Les spectateurs chrétiens ayant des connaissances sur le sujet seront déçus, je le soupçonne, du manque d’attention donnée par monsieur Karukoski (et les scénaristes David Gleeson et Stephen Beresford) à la foi chrétienne de Tolkien, et il est difficile de ne pas imaginer que Karukoski et consorts voient le catholicisme comme un handicap commercial.
Il n’est pas nécessaire de partir du principe que John Henry Newman était le modèle de Gandalf ou de s’évertuer par ailleurs à connecter la vie catholique de Tolkien avec chaque aspect de son récit ultérieur, mais il est étrange – même bizarre – de systématiquement ignorer cette connexion dans le film.

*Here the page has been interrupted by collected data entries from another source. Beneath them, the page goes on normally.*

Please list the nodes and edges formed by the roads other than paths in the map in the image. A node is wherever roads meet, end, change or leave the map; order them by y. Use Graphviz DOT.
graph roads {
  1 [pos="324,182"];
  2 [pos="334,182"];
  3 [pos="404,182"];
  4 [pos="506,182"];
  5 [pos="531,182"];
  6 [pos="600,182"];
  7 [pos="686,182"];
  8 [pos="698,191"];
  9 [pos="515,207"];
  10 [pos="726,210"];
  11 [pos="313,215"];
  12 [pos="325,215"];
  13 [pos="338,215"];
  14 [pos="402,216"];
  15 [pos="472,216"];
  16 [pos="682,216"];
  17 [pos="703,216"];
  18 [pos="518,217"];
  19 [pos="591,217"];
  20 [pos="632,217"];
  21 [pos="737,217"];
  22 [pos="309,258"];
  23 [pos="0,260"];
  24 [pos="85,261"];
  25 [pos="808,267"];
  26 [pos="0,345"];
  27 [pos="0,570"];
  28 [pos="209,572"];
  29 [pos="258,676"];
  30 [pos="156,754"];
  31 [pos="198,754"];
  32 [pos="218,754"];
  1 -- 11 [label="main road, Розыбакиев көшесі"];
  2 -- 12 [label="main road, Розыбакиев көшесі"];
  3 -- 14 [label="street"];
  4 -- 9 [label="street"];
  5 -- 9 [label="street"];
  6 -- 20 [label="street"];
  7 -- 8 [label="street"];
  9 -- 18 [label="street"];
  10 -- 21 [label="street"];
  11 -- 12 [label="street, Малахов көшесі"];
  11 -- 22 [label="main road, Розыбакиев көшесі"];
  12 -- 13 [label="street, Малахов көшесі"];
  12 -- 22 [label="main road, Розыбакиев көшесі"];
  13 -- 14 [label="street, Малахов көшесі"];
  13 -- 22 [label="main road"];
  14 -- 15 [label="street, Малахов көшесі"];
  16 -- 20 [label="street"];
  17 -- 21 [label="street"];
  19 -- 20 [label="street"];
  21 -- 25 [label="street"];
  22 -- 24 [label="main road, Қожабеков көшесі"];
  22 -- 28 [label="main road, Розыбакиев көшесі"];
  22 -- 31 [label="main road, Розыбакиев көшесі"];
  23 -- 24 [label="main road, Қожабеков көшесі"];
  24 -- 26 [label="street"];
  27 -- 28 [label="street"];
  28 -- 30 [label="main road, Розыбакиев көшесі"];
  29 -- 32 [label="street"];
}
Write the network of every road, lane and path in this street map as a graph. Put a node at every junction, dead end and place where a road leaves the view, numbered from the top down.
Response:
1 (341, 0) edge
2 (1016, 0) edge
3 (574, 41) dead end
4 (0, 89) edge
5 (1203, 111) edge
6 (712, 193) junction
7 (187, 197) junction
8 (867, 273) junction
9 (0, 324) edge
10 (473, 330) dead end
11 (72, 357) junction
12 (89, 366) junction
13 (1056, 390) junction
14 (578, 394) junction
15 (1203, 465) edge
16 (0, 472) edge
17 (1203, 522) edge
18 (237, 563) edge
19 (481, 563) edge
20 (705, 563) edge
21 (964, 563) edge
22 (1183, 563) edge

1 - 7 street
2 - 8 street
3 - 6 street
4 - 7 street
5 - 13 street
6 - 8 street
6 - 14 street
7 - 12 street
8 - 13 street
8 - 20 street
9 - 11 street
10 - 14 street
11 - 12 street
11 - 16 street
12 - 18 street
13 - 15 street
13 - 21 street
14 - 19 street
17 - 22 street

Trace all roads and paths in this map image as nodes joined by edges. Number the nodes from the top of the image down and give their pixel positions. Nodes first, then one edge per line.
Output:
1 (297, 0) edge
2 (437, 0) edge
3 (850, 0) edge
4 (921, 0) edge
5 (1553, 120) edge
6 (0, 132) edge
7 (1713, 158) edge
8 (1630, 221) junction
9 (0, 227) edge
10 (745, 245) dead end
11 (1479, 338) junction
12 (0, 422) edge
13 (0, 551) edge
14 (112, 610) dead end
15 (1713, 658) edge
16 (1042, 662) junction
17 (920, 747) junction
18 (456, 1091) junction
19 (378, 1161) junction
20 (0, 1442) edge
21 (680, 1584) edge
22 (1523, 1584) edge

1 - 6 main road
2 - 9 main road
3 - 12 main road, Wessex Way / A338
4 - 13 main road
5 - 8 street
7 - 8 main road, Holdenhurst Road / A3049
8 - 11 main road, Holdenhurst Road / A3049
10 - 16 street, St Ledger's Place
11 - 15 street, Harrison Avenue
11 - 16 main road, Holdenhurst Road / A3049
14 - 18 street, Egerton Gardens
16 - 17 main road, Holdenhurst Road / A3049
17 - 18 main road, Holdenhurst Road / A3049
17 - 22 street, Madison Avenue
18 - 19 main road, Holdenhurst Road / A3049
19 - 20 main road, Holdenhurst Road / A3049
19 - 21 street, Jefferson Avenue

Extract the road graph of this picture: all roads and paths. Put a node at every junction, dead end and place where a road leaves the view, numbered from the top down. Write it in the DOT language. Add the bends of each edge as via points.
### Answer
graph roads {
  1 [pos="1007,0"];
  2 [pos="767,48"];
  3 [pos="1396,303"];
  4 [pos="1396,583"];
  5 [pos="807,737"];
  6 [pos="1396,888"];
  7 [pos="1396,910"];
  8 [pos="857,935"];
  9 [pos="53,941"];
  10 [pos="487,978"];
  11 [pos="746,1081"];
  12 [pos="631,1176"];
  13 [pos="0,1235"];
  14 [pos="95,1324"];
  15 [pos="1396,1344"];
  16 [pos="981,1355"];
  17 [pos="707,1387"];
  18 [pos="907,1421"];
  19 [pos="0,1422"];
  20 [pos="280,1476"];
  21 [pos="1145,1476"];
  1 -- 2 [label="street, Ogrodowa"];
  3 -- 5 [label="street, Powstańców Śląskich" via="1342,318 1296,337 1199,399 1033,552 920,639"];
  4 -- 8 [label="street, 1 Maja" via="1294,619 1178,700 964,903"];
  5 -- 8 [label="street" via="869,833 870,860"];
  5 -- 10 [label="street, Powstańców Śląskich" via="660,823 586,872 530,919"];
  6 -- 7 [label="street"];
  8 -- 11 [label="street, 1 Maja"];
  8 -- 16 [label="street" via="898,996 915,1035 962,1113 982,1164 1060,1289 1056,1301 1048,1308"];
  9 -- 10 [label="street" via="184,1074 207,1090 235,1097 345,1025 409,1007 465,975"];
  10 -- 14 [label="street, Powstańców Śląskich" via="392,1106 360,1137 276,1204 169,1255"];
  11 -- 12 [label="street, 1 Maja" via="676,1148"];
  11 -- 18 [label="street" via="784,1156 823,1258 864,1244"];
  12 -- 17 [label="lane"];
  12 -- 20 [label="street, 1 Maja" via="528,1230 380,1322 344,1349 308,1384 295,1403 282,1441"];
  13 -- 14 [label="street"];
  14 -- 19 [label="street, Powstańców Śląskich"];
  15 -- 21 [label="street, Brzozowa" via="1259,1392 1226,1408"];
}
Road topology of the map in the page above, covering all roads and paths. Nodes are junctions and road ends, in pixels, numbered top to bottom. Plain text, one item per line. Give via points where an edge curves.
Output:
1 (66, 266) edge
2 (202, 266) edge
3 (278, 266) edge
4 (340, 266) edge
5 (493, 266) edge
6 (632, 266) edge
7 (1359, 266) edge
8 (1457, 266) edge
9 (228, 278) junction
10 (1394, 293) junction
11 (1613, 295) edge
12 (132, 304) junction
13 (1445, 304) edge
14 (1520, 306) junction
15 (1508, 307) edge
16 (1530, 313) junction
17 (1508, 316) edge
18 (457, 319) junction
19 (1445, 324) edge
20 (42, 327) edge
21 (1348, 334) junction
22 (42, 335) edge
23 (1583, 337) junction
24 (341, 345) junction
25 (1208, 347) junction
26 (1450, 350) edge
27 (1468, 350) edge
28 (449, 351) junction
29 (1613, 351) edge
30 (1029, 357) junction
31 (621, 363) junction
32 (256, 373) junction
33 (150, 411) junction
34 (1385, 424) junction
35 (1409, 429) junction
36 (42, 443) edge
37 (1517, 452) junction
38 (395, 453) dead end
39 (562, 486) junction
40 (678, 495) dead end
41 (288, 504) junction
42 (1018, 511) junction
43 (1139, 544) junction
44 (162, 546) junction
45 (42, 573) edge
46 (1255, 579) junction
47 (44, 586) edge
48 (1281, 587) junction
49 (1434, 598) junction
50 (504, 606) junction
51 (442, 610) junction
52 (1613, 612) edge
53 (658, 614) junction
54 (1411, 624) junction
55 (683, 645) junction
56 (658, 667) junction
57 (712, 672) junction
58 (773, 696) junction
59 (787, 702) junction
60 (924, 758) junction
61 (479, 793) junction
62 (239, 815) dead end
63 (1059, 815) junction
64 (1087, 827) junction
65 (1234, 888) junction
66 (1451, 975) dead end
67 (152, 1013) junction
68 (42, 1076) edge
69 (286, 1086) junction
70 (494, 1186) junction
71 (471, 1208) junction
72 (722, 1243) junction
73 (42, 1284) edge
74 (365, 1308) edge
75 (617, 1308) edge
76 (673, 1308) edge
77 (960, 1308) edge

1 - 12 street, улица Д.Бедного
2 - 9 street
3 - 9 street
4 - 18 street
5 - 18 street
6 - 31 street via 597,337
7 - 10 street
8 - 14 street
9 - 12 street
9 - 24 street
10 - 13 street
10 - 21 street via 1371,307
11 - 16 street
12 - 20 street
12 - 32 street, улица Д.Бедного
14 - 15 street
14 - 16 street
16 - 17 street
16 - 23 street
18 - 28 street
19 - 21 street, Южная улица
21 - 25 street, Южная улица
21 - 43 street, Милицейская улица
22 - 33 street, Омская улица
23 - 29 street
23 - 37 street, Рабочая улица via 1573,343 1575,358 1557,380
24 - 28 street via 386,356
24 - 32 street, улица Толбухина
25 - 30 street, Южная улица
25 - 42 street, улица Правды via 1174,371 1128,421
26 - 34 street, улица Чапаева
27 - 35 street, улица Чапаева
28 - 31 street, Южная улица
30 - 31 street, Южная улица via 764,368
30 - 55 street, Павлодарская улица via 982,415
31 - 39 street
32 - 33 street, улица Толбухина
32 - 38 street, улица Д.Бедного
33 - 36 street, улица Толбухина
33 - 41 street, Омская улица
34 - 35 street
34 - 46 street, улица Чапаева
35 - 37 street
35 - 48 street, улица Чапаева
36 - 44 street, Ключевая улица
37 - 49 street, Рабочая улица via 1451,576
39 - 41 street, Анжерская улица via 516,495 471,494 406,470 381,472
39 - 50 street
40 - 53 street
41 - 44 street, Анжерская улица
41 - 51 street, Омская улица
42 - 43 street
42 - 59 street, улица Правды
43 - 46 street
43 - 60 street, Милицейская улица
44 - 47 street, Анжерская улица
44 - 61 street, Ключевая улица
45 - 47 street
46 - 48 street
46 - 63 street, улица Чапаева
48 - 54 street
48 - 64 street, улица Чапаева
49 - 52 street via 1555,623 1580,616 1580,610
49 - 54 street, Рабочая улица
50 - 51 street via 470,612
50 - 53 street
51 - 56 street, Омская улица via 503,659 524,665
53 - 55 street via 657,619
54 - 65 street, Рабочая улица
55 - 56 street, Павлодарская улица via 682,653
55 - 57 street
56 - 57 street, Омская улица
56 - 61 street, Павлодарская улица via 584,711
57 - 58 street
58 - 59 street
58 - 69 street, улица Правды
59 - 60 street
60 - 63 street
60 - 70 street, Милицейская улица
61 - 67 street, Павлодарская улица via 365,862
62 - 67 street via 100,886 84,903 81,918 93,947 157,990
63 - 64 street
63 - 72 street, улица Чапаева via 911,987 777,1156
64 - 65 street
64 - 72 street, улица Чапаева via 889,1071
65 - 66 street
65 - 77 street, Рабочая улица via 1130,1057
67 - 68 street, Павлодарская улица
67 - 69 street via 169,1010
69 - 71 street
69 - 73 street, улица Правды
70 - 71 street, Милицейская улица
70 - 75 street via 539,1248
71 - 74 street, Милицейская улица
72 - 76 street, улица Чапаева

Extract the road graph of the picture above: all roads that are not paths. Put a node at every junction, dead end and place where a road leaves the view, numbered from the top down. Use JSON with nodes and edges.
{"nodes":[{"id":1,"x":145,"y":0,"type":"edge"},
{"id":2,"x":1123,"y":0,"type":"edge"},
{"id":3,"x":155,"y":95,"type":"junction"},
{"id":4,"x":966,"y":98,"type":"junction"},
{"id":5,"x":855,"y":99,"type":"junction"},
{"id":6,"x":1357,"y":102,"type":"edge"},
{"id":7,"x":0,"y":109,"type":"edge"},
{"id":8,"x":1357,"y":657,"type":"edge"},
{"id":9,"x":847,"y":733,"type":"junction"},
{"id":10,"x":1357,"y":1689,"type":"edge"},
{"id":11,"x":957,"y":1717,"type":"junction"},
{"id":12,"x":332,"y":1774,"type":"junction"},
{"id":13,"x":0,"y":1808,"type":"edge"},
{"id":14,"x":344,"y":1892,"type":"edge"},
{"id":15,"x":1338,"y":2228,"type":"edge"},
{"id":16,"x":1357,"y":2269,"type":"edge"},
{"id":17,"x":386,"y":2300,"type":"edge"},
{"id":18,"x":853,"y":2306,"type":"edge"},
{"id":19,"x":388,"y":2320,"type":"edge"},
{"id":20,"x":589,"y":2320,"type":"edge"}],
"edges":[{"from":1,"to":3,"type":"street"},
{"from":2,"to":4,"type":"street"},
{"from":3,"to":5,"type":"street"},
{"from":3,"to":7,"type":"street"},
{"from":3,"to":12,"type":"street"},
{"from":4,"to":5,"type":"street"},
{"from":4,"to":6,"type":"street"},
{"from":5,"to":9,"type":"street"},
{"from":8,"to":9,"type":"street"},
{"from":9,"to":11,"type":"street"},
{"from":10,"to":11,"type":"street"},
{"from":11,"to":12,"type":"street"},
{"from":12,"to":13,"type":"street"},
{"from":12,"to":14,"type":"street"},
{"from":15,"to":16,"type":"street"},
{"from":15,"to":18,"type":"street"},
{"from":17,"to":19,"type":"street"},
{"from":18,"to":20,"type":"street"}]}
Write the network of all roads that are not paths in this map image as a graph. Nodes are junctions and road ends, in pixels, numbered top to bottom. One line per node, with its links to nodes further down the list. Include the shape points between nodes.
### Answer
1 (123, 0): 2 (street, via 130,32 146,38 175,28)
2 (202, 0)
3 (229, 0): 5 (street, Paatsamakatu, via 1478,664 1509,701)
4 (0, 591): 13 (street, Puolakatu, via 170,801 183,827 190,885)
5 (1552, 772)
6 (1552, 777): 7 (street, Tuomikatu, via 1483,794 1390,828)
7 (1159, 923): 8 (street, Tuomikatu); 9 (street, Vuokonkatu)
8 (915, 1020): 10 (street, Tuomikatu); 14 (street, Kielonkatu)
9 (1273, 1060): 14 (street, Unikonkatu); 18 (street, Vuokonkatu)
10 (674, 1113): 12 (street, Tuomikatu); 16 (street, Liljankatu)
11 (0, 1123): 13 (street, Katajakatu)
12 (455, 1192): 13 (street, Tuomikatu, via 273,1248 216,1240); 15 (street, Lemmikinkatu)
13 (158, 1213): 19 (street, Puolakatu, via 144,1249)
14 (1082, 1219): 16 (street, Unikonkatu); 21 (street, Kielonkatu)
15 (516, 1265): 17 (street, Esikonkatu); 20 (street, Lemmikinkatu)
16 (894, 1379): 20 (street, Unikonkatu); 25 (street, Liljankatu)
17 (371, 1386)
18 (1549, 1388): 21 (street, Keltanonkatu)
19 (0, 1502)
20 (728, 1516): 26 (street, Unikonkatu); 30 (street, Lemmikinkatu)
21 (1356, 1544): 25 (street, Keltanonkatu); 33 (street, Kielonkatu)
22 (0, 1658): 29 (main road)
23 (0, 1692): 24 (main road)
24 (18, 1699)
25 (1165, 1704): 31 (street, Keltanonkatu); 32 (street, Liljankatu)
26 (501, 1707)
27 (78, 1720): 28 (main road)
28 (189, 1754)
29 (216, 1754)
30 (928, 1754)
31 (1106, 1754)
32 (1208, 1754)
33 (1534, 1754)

Le passage de Tolkien dans l’équipe de rugby universitaire reçoit davantage d’attention que sa foi religieuse.
Et l’érudition de Tolkien est également minimisée, bien qu’il y ait évidemment des allusions. Monsieur Karukoski aurait dû passer au crible « Little Man Tate » de Jodie Foster, « A Beautiful Mind » de Ron Howard ou « The Imitation Game » de Morton Tyldum pour avoir des indices sur la façon dont un génie peut être efficacement décrit à l’écran.
Mais je dois quand même ajouter que « Tolkien » est un film plaisant, bien joué, avec quelques charmantes scènes d’Oxford et de l’Angleterre rurale – les « shire » que Tolkien aimait tant. Colm Meaney et monsieur Jacobi sont crédibles en père Morgan et professeur Wright. Patrick Gibson, Tom Glynn-Carney et tout spécialement Anthony Boyle sont excellents en compagnons d’espièglerie, d’étude, de rugby et de guerre : la T.C.B.S. (Tea Club and Barrovian Society = la société club de thé et dialecte barrovien) – une camaraderie précoce et influente.
Le film est interdit aux moins de 13 ans en raisons de scènes de guerre répétées et perturbantes.
Brad Miner est directeur de publication de « The Catholic Thing », membre de l’Institut Foi & Raison et secrétaire du bureau de l’Aide à l’Eglise en Détresse USA. C’est un ancien rédacteur de National Review.